London-based HYMAG has launched a crowdfunding campaign to help it survive. The magazine archive, which was officially designated the largest in the world, features hundreds of thousands of magazines and acts as an important resource for researchers, students, publishers, historians and more.
HYMAG is built on a life’s passion for magazines, it celebrates and credits the creator and the collector, and the treasure troves of donors who share its determination to preserve and document the past, present, and future of print.
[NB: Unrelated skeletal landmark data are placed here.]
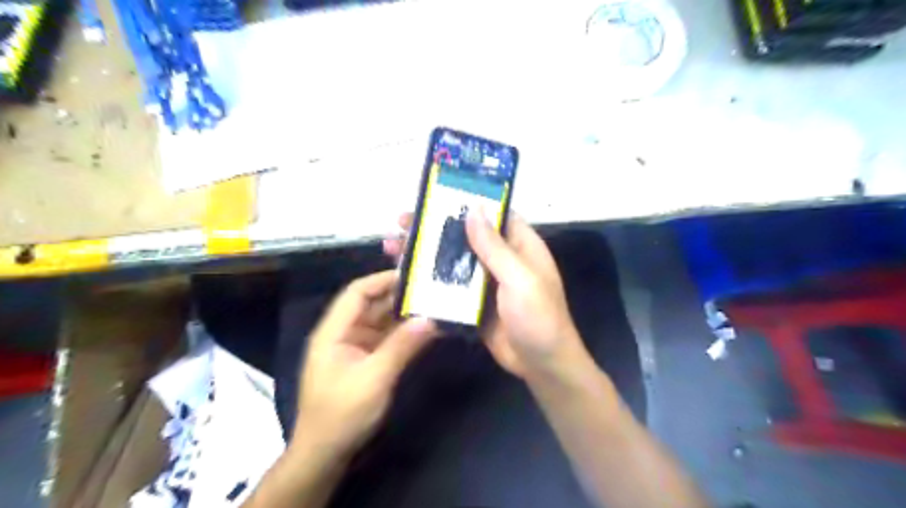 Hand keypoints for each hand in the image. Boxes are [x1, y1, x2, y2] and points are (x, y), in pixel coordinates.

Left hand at [298, 273, 438, 458]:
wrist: (325, 454)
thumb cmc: (342, 414)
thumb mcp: (374, 379)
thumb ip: (402, 346)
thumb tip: (430, 318)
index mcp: (333, 331)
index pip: (357, 293)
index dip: (382, 280)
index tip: (412, 274)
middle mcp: (343, 334)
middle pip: (370, 304)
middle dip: (398, 296)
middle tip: (431, 288)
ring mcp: (354, 347)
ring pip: (380, 321)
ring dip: (403, 314)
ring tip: (433, 305)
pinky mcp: (365, 361)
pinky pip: (385, 339)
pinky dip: (403, 333)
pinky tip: (424, 329)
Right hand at [383, 211, 590, 380]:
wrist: (541, 366)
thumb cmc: (538, 318)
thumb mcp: (520, 279)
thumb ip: (495, 247)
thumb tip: (473, 210)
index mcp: (520, 246)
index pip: (492, 214)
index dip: (465, 203)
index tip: (433, 197)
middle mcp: (501, 259)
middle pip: (465, 236)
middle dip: (435, 228)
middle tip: (401, 222)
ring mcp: (485, 282)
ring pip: (453, 260)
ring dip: (426, 254)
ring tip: (392, 247)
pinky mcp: (473, 303)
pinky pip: (450, 286)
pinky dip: (429, 281)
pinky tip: (404, 279) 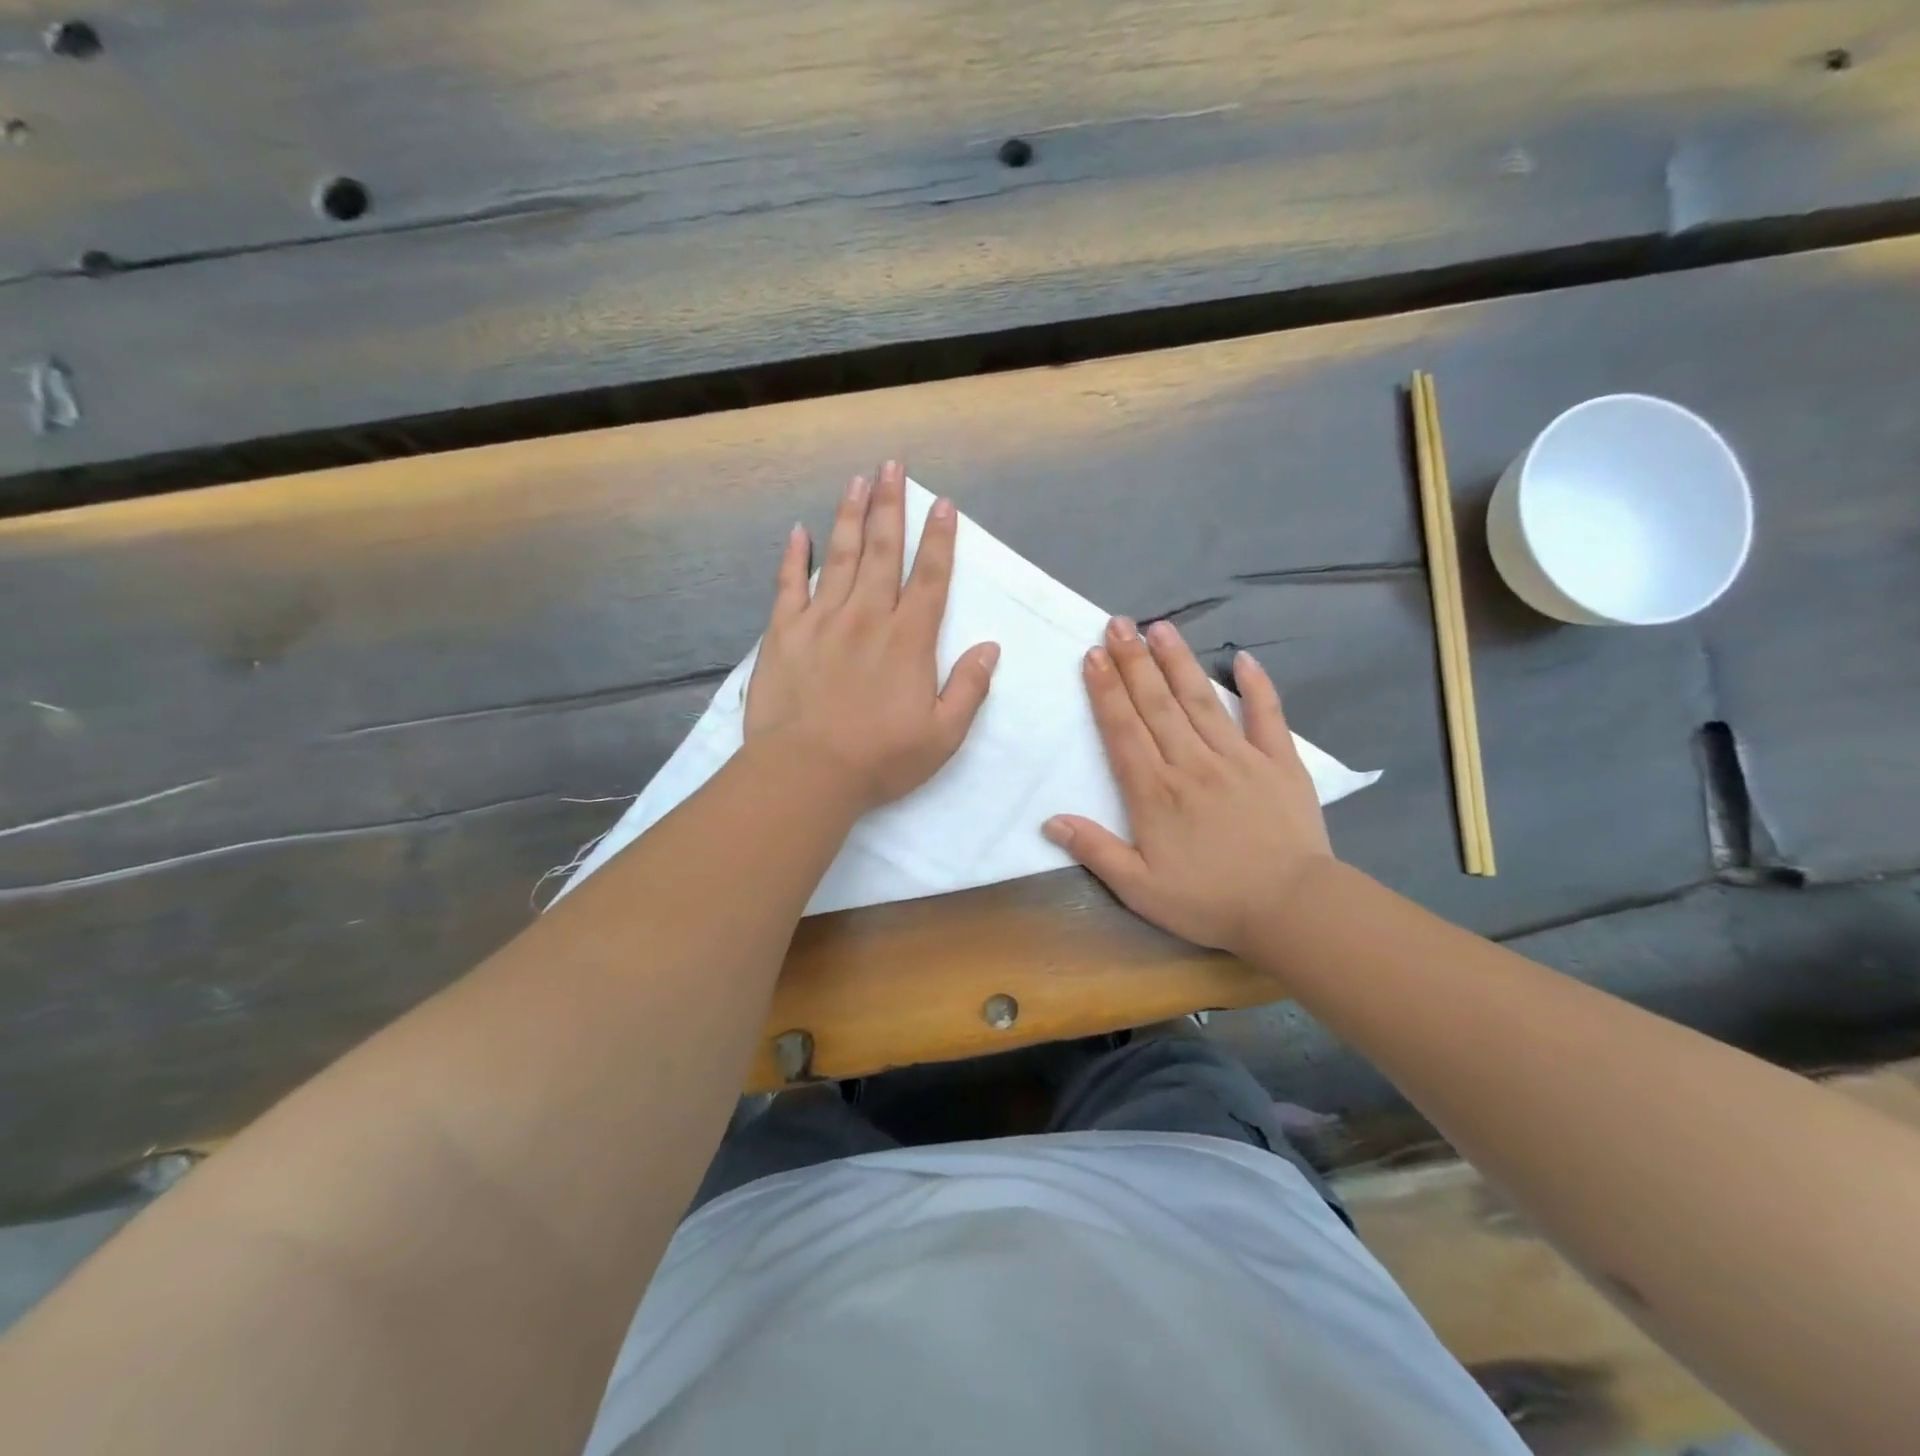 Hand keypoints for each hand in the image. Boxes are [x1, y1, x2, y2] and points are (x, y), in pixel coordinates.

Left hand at [745, 460, 1000, 813]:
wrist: (807, 773)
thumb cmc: (880, 759)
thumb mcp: (943, 736)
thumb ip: (969, 688)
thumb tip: (990, 648)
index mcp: (909, 640)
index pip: (930, 578)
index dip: (939, 539)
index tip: (943, 505)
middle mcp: (867, 617)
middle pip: (882, 551)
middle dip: (891, 506)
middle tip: (893, 466)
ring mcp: (821, 620)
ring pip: (839, 557)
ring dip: (850, 516)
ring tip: (858, 481)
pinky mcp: (783, 633)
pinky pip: (789, 585)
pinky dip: (794, 557)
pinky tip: (798, 531)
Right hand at [1043, 617, 1333, 958]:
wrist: (1292, 910)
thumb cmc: (1210, 902)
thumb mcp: (1140, 890)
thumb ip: (1095, 851)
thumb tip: (1050, 820)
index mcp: (1155, 791)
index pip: (1123, 730)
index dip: (1106, 690)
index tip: (1093, 655)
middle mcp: (1192, 763)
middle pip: (1157, 704)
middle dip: (1134, 661)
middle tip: (1118, 623)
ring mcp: (1239, 758)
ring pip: (1201, 700)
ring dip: (1178, 662)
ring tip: (1160, 628)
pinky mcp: (1280, 763)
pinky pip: (1267, 716)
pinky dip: (1257, 686)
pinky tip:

HYMAG was founded in 2011 by James Hyman, who began collecting magazines in the 1990s as a way to document and preserve the history of print. The crowdfunding website explains that donations will go towards the “maintenance, conservation and storage” of more than 150,000 magazines and 10 million cuttings from Edda Tasiemka‘s archive. Known as “the Human Google,” Tasiemka collected cuttings about a huge variety of topics and people from the 1950s onwards.
“When James Hyman was a scriptwriter at MTV Europe, in the 1990s, before the rise of the internet, there was a practical – as well as compulsive – reason he amassed an enormous collection of magazines, the foresight that this was going to be something else, more than a collector’s dream…it’s all about preserving and documenting the history of print.”– The New York Times.
Additionally, HYMAG plans to digitize the extensive archive for a new platform launching next year. Money raised through the crowdfunding process will also be used to achieve this, creating a new resource for those interested in magazines.